Now, let’s talk about Eastern trees signalling fitness to pests:
Because there is higher deciduous tree diversity in Toronto, there are also more sucking insects that have co-evolved with those trees for millions of years.
The signal: The intensity of the red colour might indicate the tree’s health and its chemical defenses. A healthier tree can afford to produce more metabolically expensive anthocyanins. It also likely has more chemical defenses (like phenols) to poison or deter insect larvae in the spring.
The insect’s choice: An insect, seeing (or chemically detecting or whatever) a brilliantly red tree, would know that it is a well-defended, poor-quality host for its offspring. It would therefore choose to lay its eggs on a less-vibrant, weaker tree. This gives the trees that produce bright colours a reproductive advantage by starting the next season with a lower pest load.
To summarize, there are basically three things to consider: the risk of hard frosts, who has the genetic ability to make sunscreen (red leaves), and pest signalling.

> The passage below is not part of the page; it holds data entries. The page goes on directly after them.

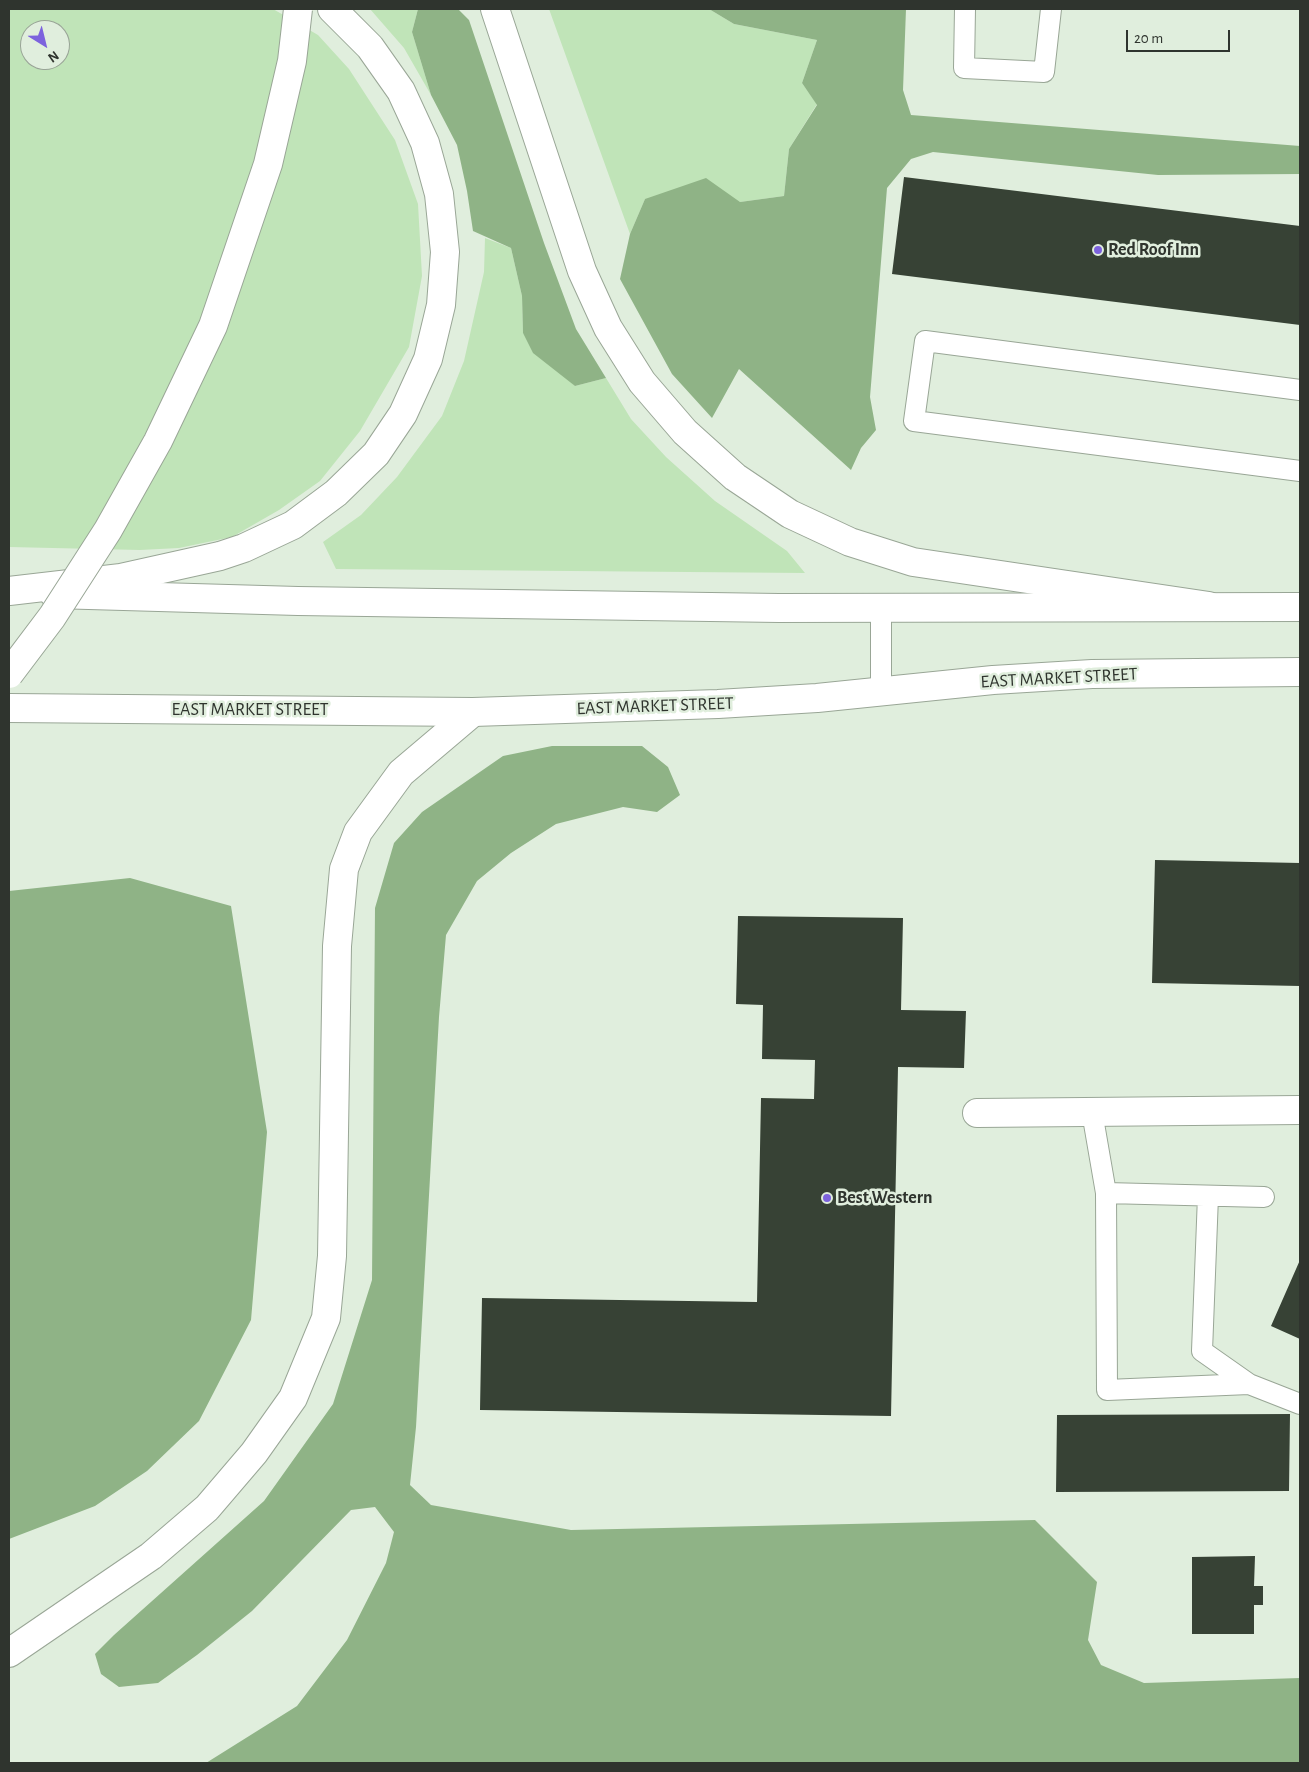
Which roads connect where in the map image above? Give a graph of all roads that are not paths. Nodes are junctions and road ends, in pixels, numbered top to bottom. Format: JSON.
{"nodes":[{"id":1,"x":298,"y":9,"type":"edge"},
{"id":2,"x":332,"y":9,"type":"edge"},
{"id":3,"x":495,"y":9,"type":"edge"},
{"id":4,"x":965,"y":9,"type":"edge"},
{"id":5,"x":1051,"y":9,"type":"edge"},
{"id":6,"x":1300,"y":390,"type":"edge"},
{"id":7,"x":1300,"y":471,"type":"edge"},
{"id":8,"x":9,"y":592,"type":"edge"},
{"id":9,"x":1209,"y":606,"type":"junction"},
{"id":10,"x":1300,"y":607,"type":"edge"},
{"id":11,"x":881,"y":608,"type":"junction"},
{"id":12,"x":1300,"y":672,"type":"edge"},
{"id":13,"x":9,"y":674,"type":"edge"},
{"id":14,"x":880,"y":692,"type":"junction"},
{"id":15,"x":9,"y":708,"type":"edge"},
{"id":16,"x":473,"y":712,"type":"junction"},
{"id":17,"x":1300,"y":1110,"type":"edge"},
{"id":18,"x":1092,"y":1112,"type":"junction"},
{"id":19,"x":977,"y":1114,"type":"dead end"},
{"id":20,"x":1106,"y":1193,"type":"junction"},
{"id":21,"x":1208,"y":1196,"type":"junction"},
{"id":22,"x":1264,"y":1197,"type":"dead end"},
{"id":23,"x":1249,"y":1384,"type":"junction"},
{"id":24,"x":1300,"y":1404,"type":"edge"},
{"id":25,"x":9,"y":1652,"type":"edge"}],
"edges":[{"from":1,"to":13,"type":"main road","bridge":true},
{"from":2,"to":8,"type":"main road"},
{"from":3,"to":9,"type":"main road"},
{"from":4,"to":5,"type":"lane"},
{"from":6,"to":7,"type":"lane"},
{"from":8,"to":11,"type":"main road"},
{"from":9,"to":10,"type":"main road"},
{"from":9,"to":11,"type":"main road"},
{"from":11,"to":14,"type":"lane"},
{"from":12,"to":14,"type":"main road","name":"EAST MARKET STREET"},
{"from":14,"to":16,"type":"main road","name":"EAST MARKET STREET"},
{"from":15,"to":16,"type":"main road","name":"EAST MARKET STREET"},
{"from":16,"to":25,"type":"main road"},
{"from":17,"to":18,"type":"main road"},
{"from":18,"to":19,"type":"main road"},
{"from":18,"to":20,"type":"lane"},
{"from":20,"to":21,"type":"lane"},
{"from":20,"to":23,"type":"lane"},
{"from":21,"to":22,"type":"lane"},
{"from":21,"to":23,"type":"lane"},
{"from":23,"to":24,"type":"lane"}]}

is the change from green to not green more a function of slower breakdown of chlorophyll in shade or of more red and yellow pigments in parts exposed to sun?
that’s sort of what i was thinking. i can see chlorophyll breaking down faster with more exposure to sunlight. but i’ve never seen a green or brown leaf where i could tell there was a variation in the underlying distribution of red or yellow pigment due to uneven shade.
Then there are the Bigleaf Maples in Vancouver. In Vancouver, the onset of fall is also the onset of the rainy season, with many overcast days where sunscreen is superfluous. So, even though the transition to winter is somewhat gentle and predictable, the lack of a need for sunscreen means a lack of a need for orange and red colors. They can start changing color as early as the beginning of September, as soon as the day length gets noticeably shorter.
Now here’s what confuses me:
In eastern North Carolina, fall is also a time of sunny days, and the onset of winter is prolonged. Yet orange and red colors are not common – the Red Maple and the Sweetgum do it, and a vine, Virginia Creeper, but yellow and brown are much more typical of autumn. But then there are the Crape Myrtles. According to Wikipedia, “Lagerstroemia indica is native to the subtropical regions of the Himalayas, southern China, mainland Southeast Asia, the Philippines, and Japan.” This sounds like a similar type of climate to North Carolina in the northern portion, extending into regions without any winter in the southern portion. Yet while our native forests are as of today still in transition from green to yellow, the crape myrtles are in spectacular orange, red, and purple shades, and actually peaked last week. They are at least as spectacular in fall color as they are in flower, which may be one of the reasons cities plant so many of them.